If you are a regular reader you know I have been creating a dining room table with my daughter, Michelle. We are using very old growth pine obtained from a reuse warehouse and the wood has a character of its own. It has already been used in two house projects, judging by the number of nail holes. Sanding the edges and surfaces has revealed tunnels made in the wood by insects, probably termites. Those random tunnel designs add yet another layer of character and Michelle has decided to leave them in place as she wants the table to look old and distressed. Michelle and Shawn have sanded the edges of the tunnels smooth.
Now that the table is complete I was reminded, “But, Dad, what about the benches?” Oh! OK. I examined the remaining wood which was somewhat damaged during demolition and found sections that could be cut out giving 3 benches that are about 12” wide by 30” in length.
But what about the legs and the supports? Could I get enough clear wood for those? Yes, if I rip the pine on my table saw. Ripping wood on the table saw is a common practice in the shop. I set the saw up, adjusted the blade depth and the fence and grabbed the first piece to rip. And I have to tell you I was blown away as the saw seemed to choke and stall on that board. I turned the saw off and pulled the board out thinking I must have missed a nail. No. It was all wood and as hard and tough as anything I ever cut.
I figured the saw blade was dull since we recently cut a lot of bamboo flooring so I changed blades. The new blade helped a lot but still the saw was having trouble in that wood. Some sections were filled with resin and even harder to cut. Welcome to the Tar Heel State! But I cut slowly, stuck with the job and now have a pile of supports and legs ripped out to use in assembling the benches. It is hard for me to believe in the old days wood like this was worked by hand. Those were very strong hands with even stronger arms behind them!
I am reading through the Gospel of Luke in the New Testament and just finished the parable of the sower and the seed (Luke 8:4-15). Mathew and Mark also included this parable. In the story the sower scatters seed on various types of ground. It is the same seed exposed to the same sunshine and rain yet some of the seed produced fruit while other seed failed. Jesus explained it is the soil condition that made the difference and the spiritual application is a heart has to be prepared to accept the Word of God and bear fruit.
And here I was in the garage cutting some of the hardest wood I have worked and the truth came home. If I want my time in God’s Word to bear fruit, if I want to get something out of the stuff I read and the sermons I hear, then I need to prepare my heart. There is a time to be tough so I am not swayed by the world’s influence but there is also a time when I need to be teachable, shapeable, and moldable. He still speaks if we take time to listen.
How can I prepare the soil of my heart so it accepts the seed and bears a bumper crop?

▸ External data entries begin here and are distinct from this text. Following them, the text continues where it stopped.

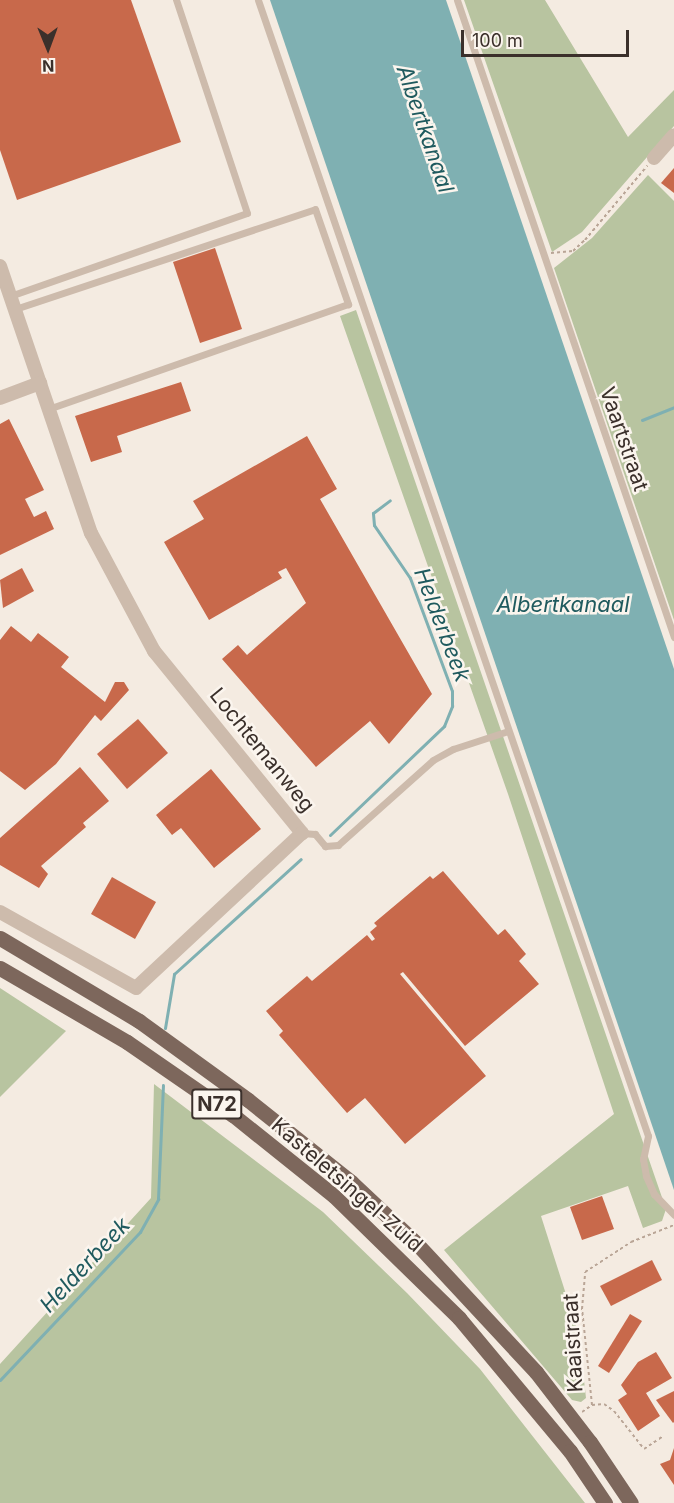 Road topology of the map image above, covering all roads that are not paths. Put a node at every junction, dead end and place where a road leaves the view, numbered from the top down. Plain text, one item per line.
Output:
1 (176, 0) edge
2 (258, 0) edge
3 (457, 0) edge
4 (674, 135) edge
5 (654, 158) road end
6 (0, 266) edge
7 (12, 303) junction
8 (40, 383) junction
9 (0, 398) edge
10 (49, 409) junction
11 (674, 637) edge
12 (508, 731) junction
13 (302, 833) junction
14 (0, 912) edge
15 (0, 938) edge
16 (0, 968) edge
17 (674, 1215) edge
18 (605, 1503) edge
19 (631, 1503) edge

1 - 7 lane
2 - 12 lane
3 - 11 lane, Vaartstraat
4 - 5 street
6 - 7 street, Lochtemanweg
7 - 8 street, Lochtemanweg
7 - 10 lane
8 - 9 street
8 - 10 street, Lochtemanweg
10 - 13 street, Lochtemanweg
12 - 13 lane
12 - 17 lane
13 - 14 street, Lochtemanweg
15 - 19 main road, Kasteletsingel-Zuid / N72
16 - 18 main road, Kasteletsingel-Zuid / N72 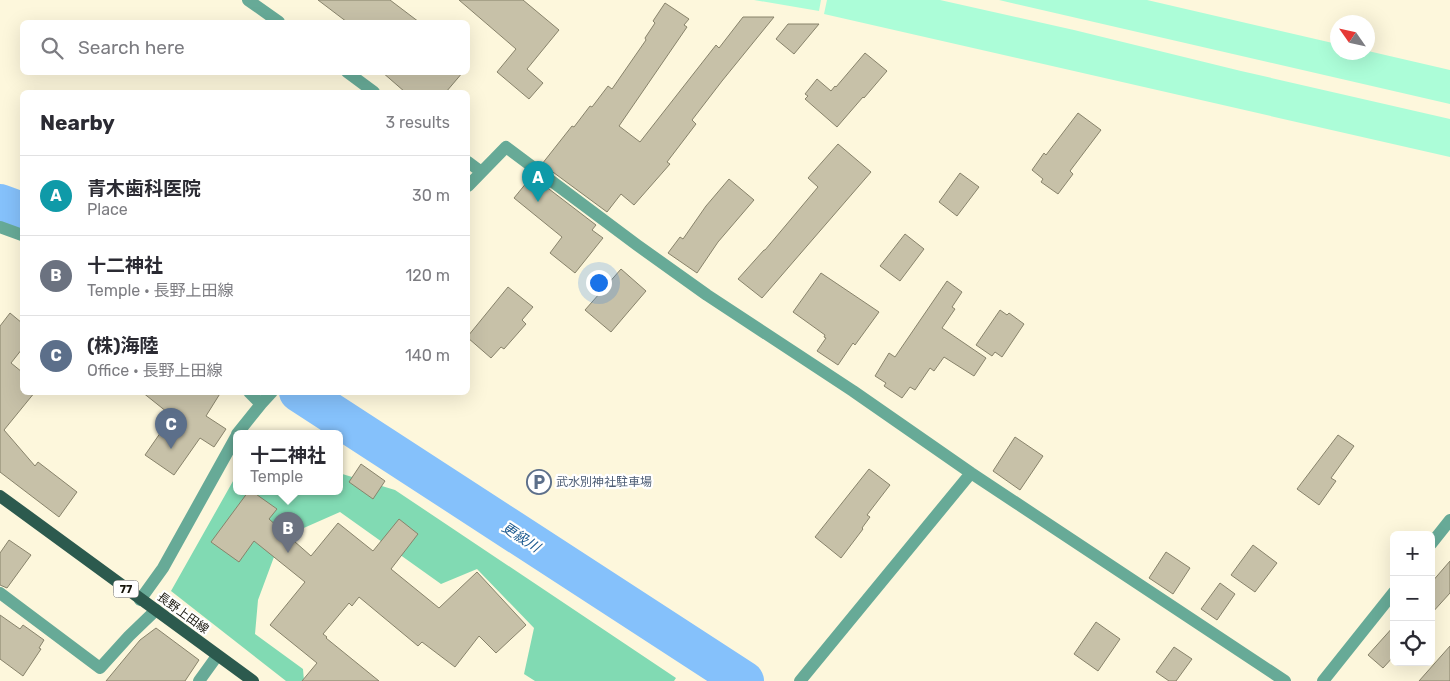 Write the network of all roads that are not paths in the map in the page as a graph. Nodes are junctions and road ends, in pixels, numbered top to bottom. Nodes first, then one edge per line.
1 (248, 0) edge
2 (276, 20) edge
3 (351, 75) edge
4 (371, 90) edge
5 (470, 164) edge
6 (480, 172) junction
7 (470, 184) edge
8 (0, 227) edge
9 (20, 235) edge
10 (266, 398) edge
11 (241, 430) edge
12 (233, 442) edge
13 (971, 473) junction
14 (0, 496) edge
15 (1450, 520) edge
16 (1435, 539) edge
17 (0, 593) edge
18 (1390, 597) edge
19 (140, 600) junction
20 (156, 610) junction
21 (217, 656) junction
22 (199, 681) edge
23 (253, 681) edge
24 (800, 681) edge
25 (1285, 681) edge
26 (1323, 681) edge

1 - 2 street
3 - 4 street
5 - 6 street
6 - 7 street
6 - 13 street
8 - 9 street
10 - 11 street
12 - 19 street
13 - 24 street
13 - 25 street
14 - 19 main road, 長野上田線 / 77
15 - 16 street
17 - 20 street
18 - 26 street
19 - 20 main road, 長野上田線 / 77
20 - 21 main road, 長野上田線 / 77
21 - 22 street
21 - 23 main road, 長野上田線 / 77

1. Dig and break it up. All of it. No part left untouched. I am continually finding things in my heart I am ashamed of and it serves as a reminded to keep plowing to get all the dirt clods broken into finer soil.
2. Do some observation. Take a personal spiritual inventory. Look in the mirror of God’s Word and see how we stack up.
3. Remove any rocks and impediments to growth. Hebrews 12:1 – “…let us also lay aside every encumbrance and the sin which so easily entangles us, and let us run with endurance the race that is set before us …” What trips us spiritually? What consumes the time we should be investing in Bible study?
4. Add some compost, the right materials and nutrients. What do I read? What do I listen to? What am I memorizing and stuffing into my heart?
5. Be ready to pull weeds as soon as they sprout.